Does experience make people more familiar and confident in solving problems? 

In our follow-up experiment, we investigated whether we could increase children’s and adults’ familiarity and confidence by having them interact with fractions. At the very beginning of the study, we randomly assigned half of the participants to get some extra experience with a subset of fractions. They named them (e.g., two-ninths), identified the top and bottom numbers, and estimated them on number lines without any feedback.  

But, that brief experience didn’t work – children and adults were equally familiar with the subset of fractions regardless of whether they interacted with them at the beginning of the study or not. And, given that this experience didn’t affect their familiarity, it’s no surprise that participants who saw fractions at the beginning of the study were just as confident as participants who did not see these fractions. In hindsight, this makes sense: how could a brief 5-minute experience overcome the years of experience people have with numbers in their day-to-day life? 

However, we still suspected that experiences with numbers were important for familiarity and confidence, so we decided to check some existing data from our lab where children played fraction games over multiple sessions. After children played fraction board games intended to improve their understanding, they became more confident in their ability to compare, order, and estimate fractions even though they didn’t get any better at solving the problems. This finding supports our hypothesis that experiences matter: When you get lots of experience with the same set of numbers, you become more confident in your ability to solve problems that contain those numbers – even if you’re not actually any better at solving them. 

Up to this point, I’ve discussed research focused on fractions. But we also tested people’s metacognitive monitoring as they estimated whole numbers on number lines. The results were a bit more complicated for this task, and we’re continuing to think about and research why people struggle to judge when they are accurate or not as they estimate whole numbers.

Concluding remarks 

Children and adults are often poor judges of when they’re accurate or not. It seems that a feeling of familiarity with the problem can bias people’s metacognitive monitoring, at least for fraction problems. 

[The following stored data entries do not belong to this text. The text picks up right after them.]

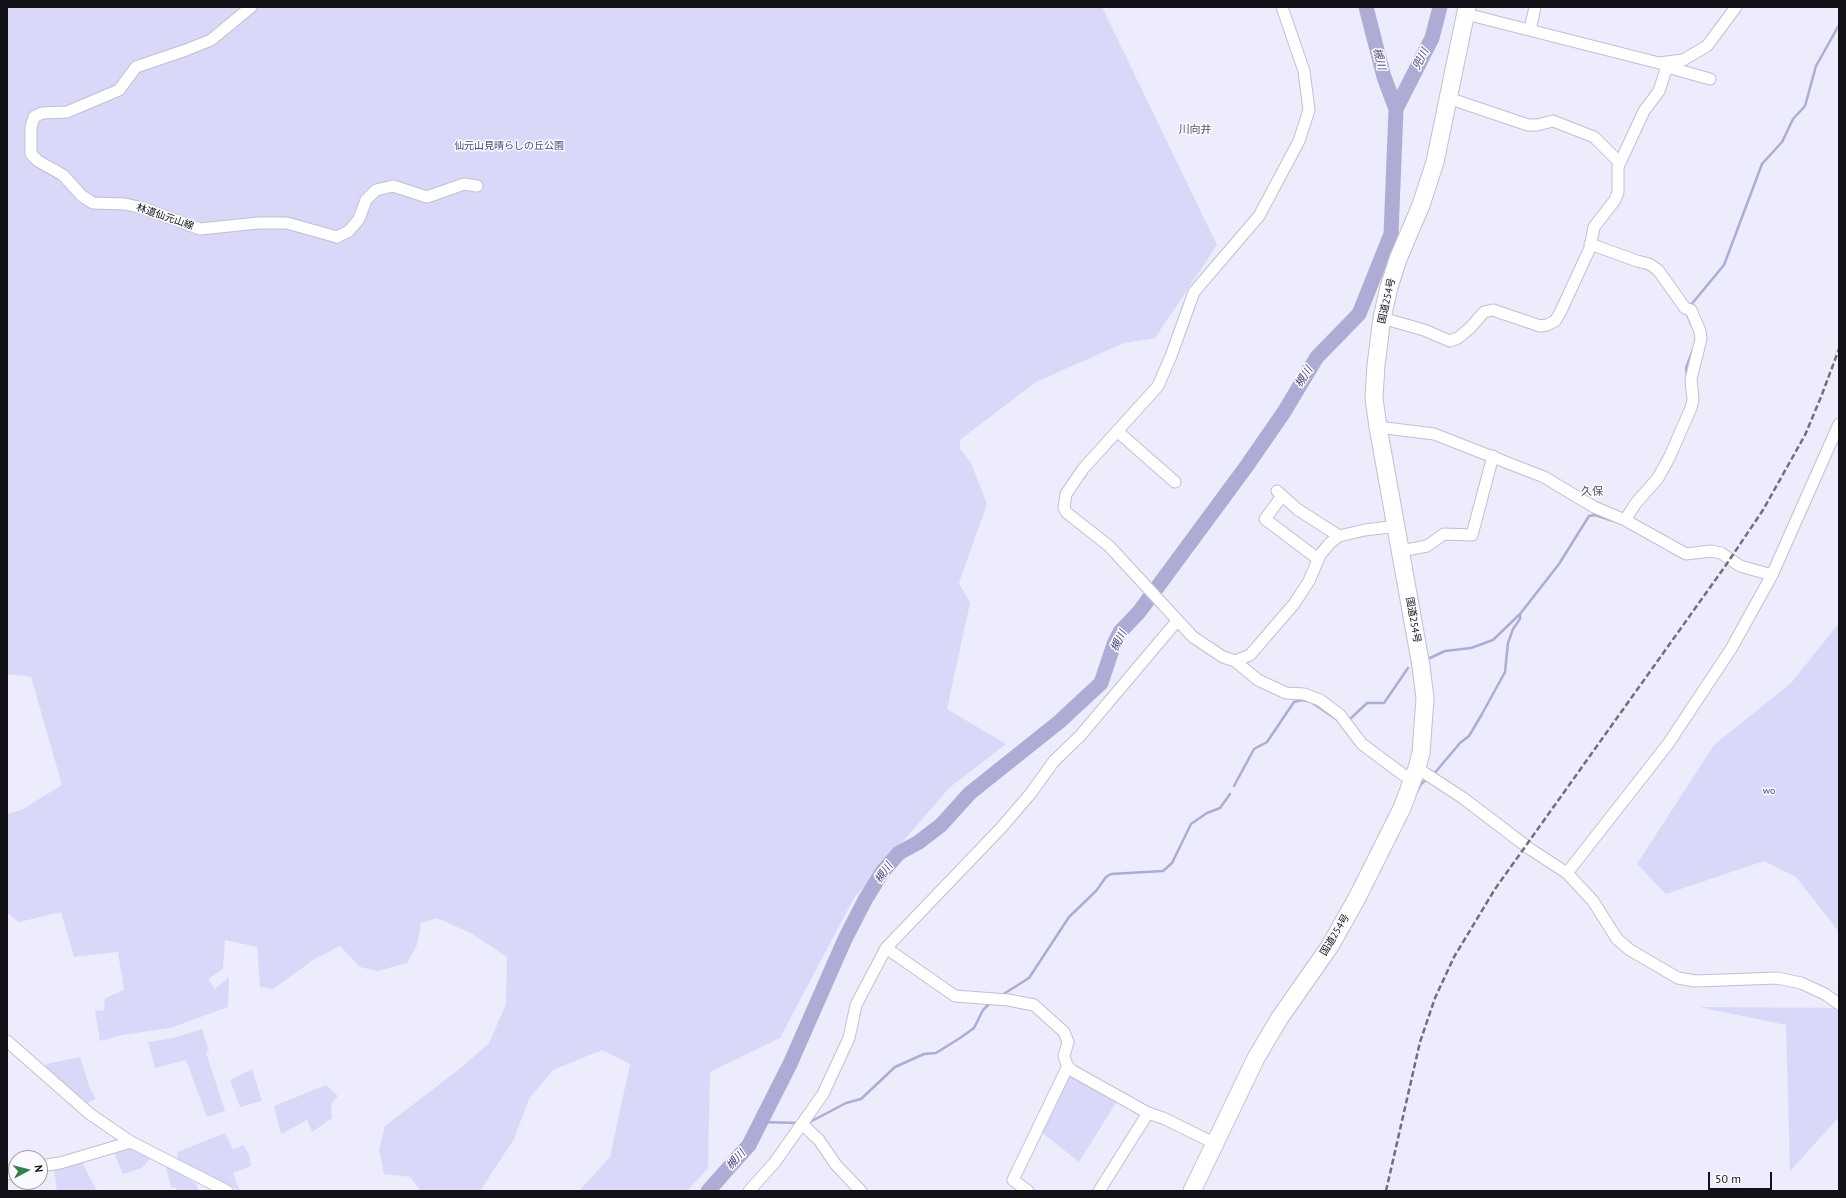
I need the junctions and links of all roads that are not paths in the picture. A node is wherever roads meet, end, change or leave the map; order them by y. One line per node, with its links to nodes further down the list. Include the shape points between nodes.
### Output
1 (250, 7): 11 (street, 林道仙元山線, via 211,40 136,67 119,90 67,112 42,113 34,117 31,127 31,154 38,161 63,175 82,196 93,203 125,204 144,208 200,229 287,223 337,237 349,231 359,219 366,200 376,190 394,186 427,198 464,184)
2 (1282, 7): 16 (street, via 1304,71 1310,110 1299,140 1259,216 1194,292 1158,386)
3 (1536, 7): 6 (street)
4 (1736, 7): 7 (street, via 1707,46)
5 (1467, 10): 6 (street); 9 (highway, 国道254号)
6 (1530, 30): 7 (street)
7 (1668, 65): 8 (street); 10 (street, via 1659,91 1644,111)
8 (1710, 79)
9 (1448, 98): 10 (street, via 1528,125 1537,126 1552,121 1594,138); 13 (highway, 国道254号, via 1435,162 1422,205 1398,259)
10 (1620, 163): 12 (street, via 1617,175 1618,192 1615,200 1594,227)
11 (477, 186)
12 (1590, 244): 13 (street, via 1560,313 1555,321 1547,325 1540,326 1493,310 1484,312 1470,328 1450,341 1424,330); 19 (street, via 1649,264 1658,270 1685,308 1691,310 1701,339 1691,379 1691,408 1670,458 1658,478)
13 (1382, 318): 15 (highway, 国道254号, via 1374,398)
14 (1839, 424): 24 (street)
15 (1378, 427): 17 (street, via 1434,434); 20 (highway, 国道254号)
16 (1117, 431): 18 (street); 25 (street, via 1083,469 1066,494 1064,502 1067,513 1109,546)
17 (1493, 456): 19 (street, via 1544,477 1594,507); 22 (street, via 1472,535 1444,534 1427,546)
18 (1175, 482)
19 (1625, 520): 24 (street, via 1686,554 1711,551 1721,553 1740,566)
20 (1397, 526): 21 (street); 22 (highway, 国道254号)
21 (1339, 536): 23 (street); 23 (street, via 1297,509 1280,494 1265,519)
22 (1401, 551): 27 (highway, 国道254号, via 1425,698 1423,737)
23 (1318, 559): 26 (street, via 1309,581 1294,604 1250,656)
24 (1772, 575): 28 (street, via 1731,649 1668,744)
25 (1177, 620): 26 (street, via 1209,649); 29 (street, via 1080,736 1054,761 1001,828)
26 (1235, 662): 27 (street, via 1258,680 1286,693 1304,694 1320,700 1340,715 1362,744)
27 (1415, 775): 28 (street, via 1463,798 1530,849); 36 (highway, 国道254号, via 1402,808 1357,898 1330,946 1279,1019 1256,1058)
28 (1567, 873): 30 (street, via 1593,901 1617,939 1630,950 1678,978 1695,981 1777,978 1801,983)
29 (886, 948): 32 (street, via 956,996 1002,999 1034,1006 1064,1032 1068,1042 1064,1056); 34 (street, via 856,1006 849,1038 823,1094)
30 (1839, 1004)
31 (7, 1041): 35 (street, via 90,1114)
32 (1068, 1066): 33 (street); 41 (street, via 1013,1180)
33 (1148, 1113): 36 (street); 42 (street)
34 (802, 1124): 39 (street, via 775,1162); 40 (street, via 819,1140 836,1165)
35 (131, 1142): 37 (street); 38 (street)
36 (1214, 1143): 43 (highway, 国道254号)
37 (48, 1165)
38 (227, 1191)
39 (749, 1191)
40 (861, 1191)
41 (1028, 1191)
42 (1099, 1191)
43 (1192, 1191)

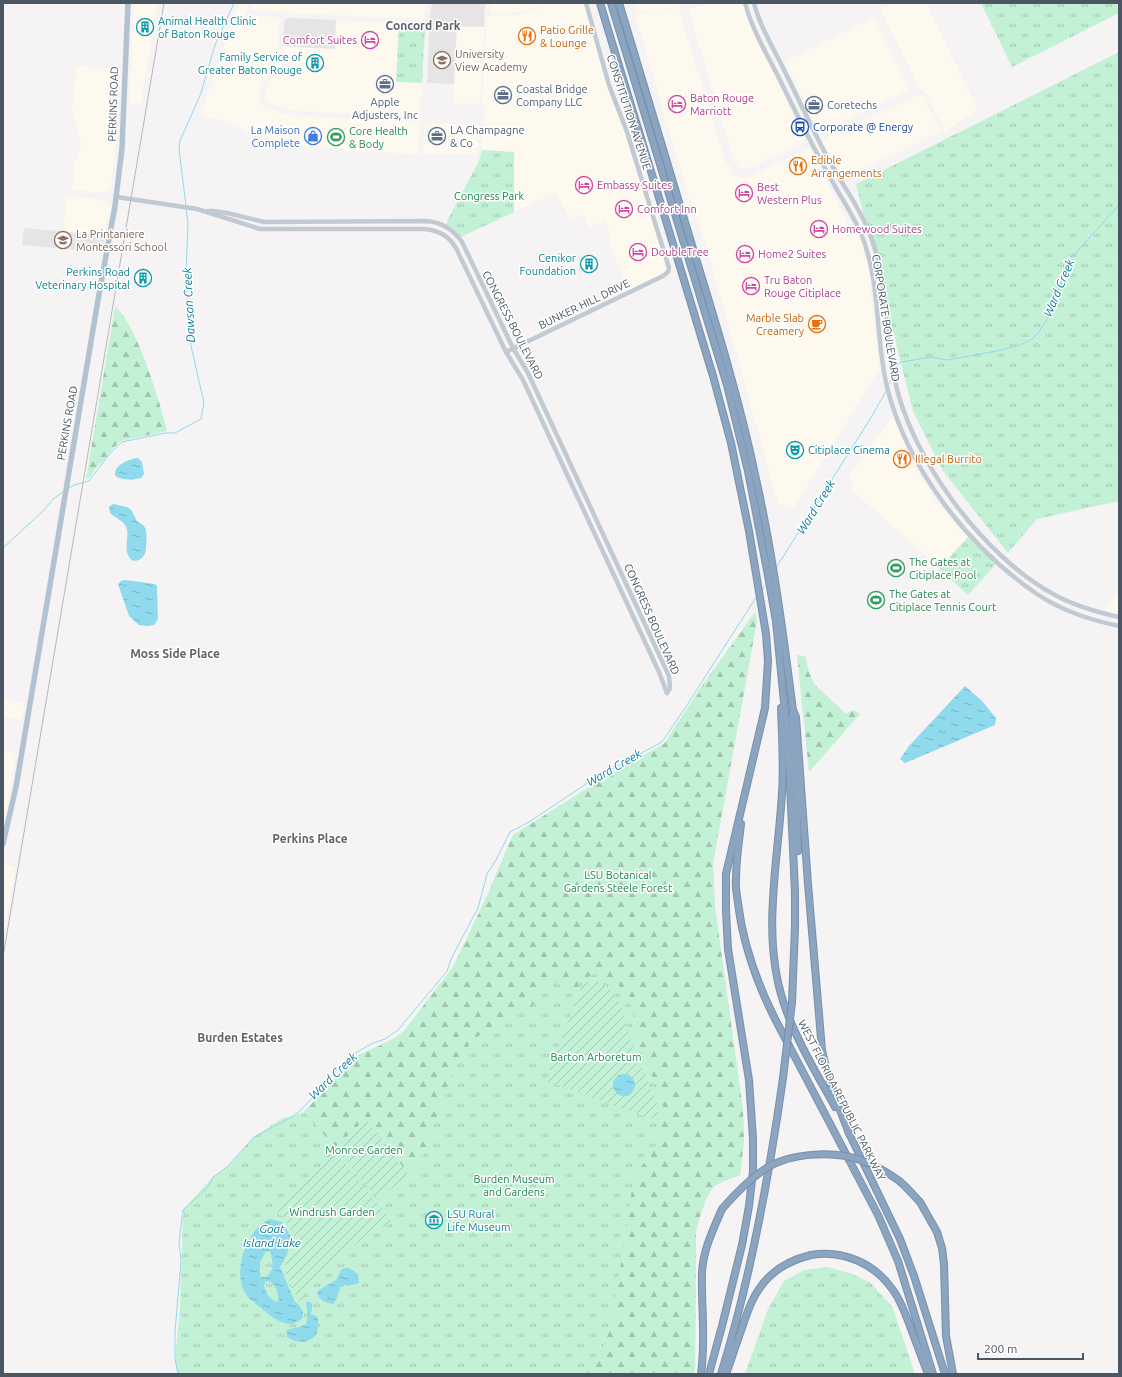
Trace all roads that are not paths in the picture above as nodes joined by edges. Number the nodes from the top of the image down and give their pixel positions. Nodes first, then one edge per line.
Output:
1 (128, 3) edge
2 (586, 3) edge
3 (600, 3) edge
4 (611, 3) edge
5 (619, 3) edge
6 (754, 3) edge
7 (745, 4) edge
8 (756, 11) junction
9 (787, 96) junction
10 (798, 99) junction
11 (117, 197) junction
12 (206, 211) junction
13 (668, 272) joint
14 (513, 348) junction
15 (506, 352) junction
16 (567, 457) junction
17 (560, 460) junction
18 (595, 516) junction
19 (588, 520) junction
20 (1119, 617) edge
21 (1119, 626) edge
22 (666, 669) junction
23 (659, 672) junction
24 (782, 681) junction
25 (793, 710) junction
26 (743, 798) junction
27 (3, 844) edge
28 (795, 892) junction
29 (849, 1133) junction
30 (702, 1374) edge
31 (709, 1374) edge
32 (721, 1374) edge
33 (726, 1374) edge
34 (928, 1374) edge
35 (933, 1374) edge
36 (945, 1374) edge
37 (953, 1374) edge

1 - 11 main road, PERKINS ROAD
2 - 13 street, CONSTITUTION AVENUE
3 - 26 highway
4 - 24 highway
5 - 25 highway
6 - 8 street, CORPORATE BOULEVARD
7 - 8 street
7 - 9 street, CORPORATE BOULEVARD
8 - 10 street, CORPORATE BOULEVARD
9 - 10 street
9 - 21 street, CORPORATE BOULEVARD
10 - 20 street, CORPORATE BOULEVARD
11 - 12 street, CONGRESS BOULEVARD
11 - 27 main road, PERKINS ROAD
12 - 14 street, CONGRESS BOULEVARD
12 - 15 street, CONGRESS BOULEVARD
13 - 14 street, BUNKER HILL DRIVE
14 - 15 street, BUNKER HILL DRIVE
14 - 16 street, CONGRESS BOULEVARD
15 - 17 street, CONGRESS BOULEVARD
16 - 17 street
16 - 18 street, CONGRESS BOULEVARD
17 - 19 street, CONGRESS BOULEVARD
18 - 19 street
18 - 22 street, CONGRESS BOULEVARD
19 - 23 street, CONGRESS BOULEVARD
22 - 23 street
22 - 23 street, CONGRESS BOULEVARD
24 - 28 highway
24 - 29 highway, WEST FLORIDA REPUBLIC PARKWAY
25 - 28 highway
25 - 29 highway
26 - 31 highway
26 - 35 highway
28 - 32 highway, bridge
29 - 36 highway, WEST FLORIDA REPUBLIC PARKWAY
30 - 37 highway, bridge
33 - 34 highway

So, the next time you skim over content and think, hey this feels familiar, I know it, it’s possible that your confidence is biased. The reverse could also be true: When you start solving some unfamiliar problems, you may be less confident because they’re novel, then waste valuable time asking for help when you already know the answer. One good way to know how much you know or not is by practice testing yourself – a method that has benefits for improving your actual knowledge and your awareness of your own knowledge (4).

---

Additional References:

1. Fitzsimmons, C. J., & Thompson, C. A. (2023). Why is monitoring accuracy so poor in number line estimation? The importance of valid cues and systematic variability for US college students. Metacognition and Learning, 1-32.
2. Fyfe, E. R., Byers, C., & Nelson, L. J. (2022). The benefits of a metacognitive lesson on children’s understanding of mathematical equivalence, arithmetic, and place value. Journal of Educational Psychology, 114(6), 1292. 
3. Nelson, L. J., & Fyfe, E. R. (2019). Metacognitive monitoring and help-seeking decisions on mathematical equivalence problems. Metacognition and Learning, 14, 167-187. 
4. Rivers, M. L. (2021). Metacognition about practice testing: A review of learners’ beliefs, monitoring, and control of test-enhanced learning. Educational Psychology Review, 33(3), 823-862.